EXERCISE REQUIREMENTS: Each record below should be written out again exactly.
╔══
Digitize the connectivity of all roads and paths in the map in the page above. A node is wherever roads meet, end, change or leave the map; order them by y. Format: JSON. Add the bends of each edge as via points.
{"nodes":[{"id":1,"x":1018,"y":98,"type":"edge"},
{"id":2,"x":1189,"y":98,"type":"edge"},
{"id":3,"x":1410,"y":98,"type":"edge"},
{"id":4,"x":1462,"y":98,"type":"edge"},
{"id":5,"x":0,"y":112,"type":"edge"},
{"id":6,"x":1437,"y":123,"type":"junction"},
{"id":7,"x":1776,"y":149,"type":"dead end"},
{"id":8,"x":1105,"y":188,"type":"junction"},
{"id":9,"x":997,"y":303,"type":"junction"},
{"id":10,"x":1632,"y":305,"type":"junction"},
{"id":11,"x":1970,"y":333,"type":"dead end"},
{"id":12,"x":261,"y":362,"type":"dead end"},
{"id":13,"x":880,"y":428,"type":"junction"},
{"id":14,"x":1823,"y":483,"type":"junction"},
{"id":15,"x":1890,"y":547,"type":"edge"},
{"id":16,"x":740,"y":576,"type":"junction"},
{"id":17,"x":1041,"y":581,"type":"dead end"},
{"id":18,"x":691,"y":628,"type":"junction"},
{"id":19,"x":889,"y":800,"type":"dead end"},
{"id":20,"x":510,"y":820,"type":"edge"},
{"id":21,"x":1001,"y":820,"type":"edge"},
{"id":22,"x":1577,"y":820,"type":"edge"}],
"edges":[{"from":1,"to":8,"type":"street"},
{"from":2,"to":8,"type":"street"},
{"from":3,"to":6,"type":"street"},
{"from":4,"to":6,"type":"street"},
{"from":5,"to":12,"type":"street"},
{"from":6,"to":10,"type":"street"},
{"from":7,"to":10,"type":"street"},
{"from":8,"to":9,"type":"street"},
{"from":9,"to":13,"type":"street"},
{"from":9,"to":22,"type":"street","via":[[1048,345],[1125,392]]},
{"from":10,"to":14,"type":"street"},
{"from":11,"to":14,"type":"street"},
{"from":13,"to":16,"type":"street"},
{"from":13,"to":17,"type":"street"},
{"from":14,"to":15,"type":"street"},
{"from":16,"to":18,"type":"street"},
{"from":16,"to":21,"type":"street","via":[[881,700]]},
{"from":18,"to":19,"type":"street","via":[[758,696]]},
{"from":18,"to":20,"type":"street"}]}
╚══
SOLUTION BELOW:
Digitize the connectivity of all roads and paths in the map in the page above. A node is wherever roads meet, end, change or leave the map; order them by y. Format: JSON. Add the bends of each edge as via points.
{"nodes":[{"id":1,"x":1018,"y":98,"type":"edge"},
{"id":2,"x":1189,"y":98,"type":"edge"},
{"id":3,"x":1410,"y":98,"type":"edge"},
{"id":4,"x":1462,"y":98,"type":"edge"},
{"id":5,"x":0,"y":112,"type":"edge"},
{"id":6,"x":1437,"y":123,"type":"junction"},
{"id":7,"x":1776,"y":149,"type":"dead end"},
{"id":8,"x":1105,"y":188,"type":"junction"},
{"id":9,"x":997,"y":303,"type":"junction"},
{"id":10,"x":1632,"y":305,"type":"junction"},
{"id":11,"x":1970,"y":333,"type":"dead end"},
{"id":12,"x":261,"y":362,"type":"dead end"},
{"id":13,"x":880,"y":428,"type":"junction"},
{"id":14,"x":1823,"y":483,"type":"junction"},
{"id":15,"x":1890,"y":547,"type":"edge"},
{"id":16,"x":740,"y":576,"type":"junction"},
{"id":17,"x":1041,"y":581,"type":"dead end"},
{"id":18,"x":691,"y":628,"type":"junction"},
{"id":19,"x":889,"y":800,"type":"dead end"},
{"id":20,"x":510,"y":820,"type":"edge"},
{"id":21,"x":1001,"y":820,"type":"edge"},
{"id":22,"x":1577,"y":820,"type":"edge"}],
"edges":[{"from":1,"to":8,"type":"street"},
{"from":2,"to":8,"type":"street"},
{"from":3,"to":6,"type":"street"},
{"from":4,"to":6,"type":"street"},
{"from":5,"to":12,"type":"street"},
{"from":6,"to":10,"type":"street"},
{"from":7,"to":10,"type":"street"},
{"from":8,"to":9,"type":"street"},
{"from":9,"to":13,"type":"street"},
{"from":9,"to":22,"type":"street","via":[[1048,345],[1125,392]]},
{"from":10,"to":14,"type":"street"},
{"from":11,"to":14,"type":"street"},
{"from":13,"to":16,"type":"street"},
{"from":13,"to":17,"type":"street"},
{"from":14,"to":15,"type":"street"},
{"from":16,"to":18,"type":"street"},
{"from":16,"to":21,"type":"street","via":[[881,700]]},
{"from":18,"to":19,"type":"street","via":[[758,696]]},
{"from":18,"to":20,"type":"street"}]}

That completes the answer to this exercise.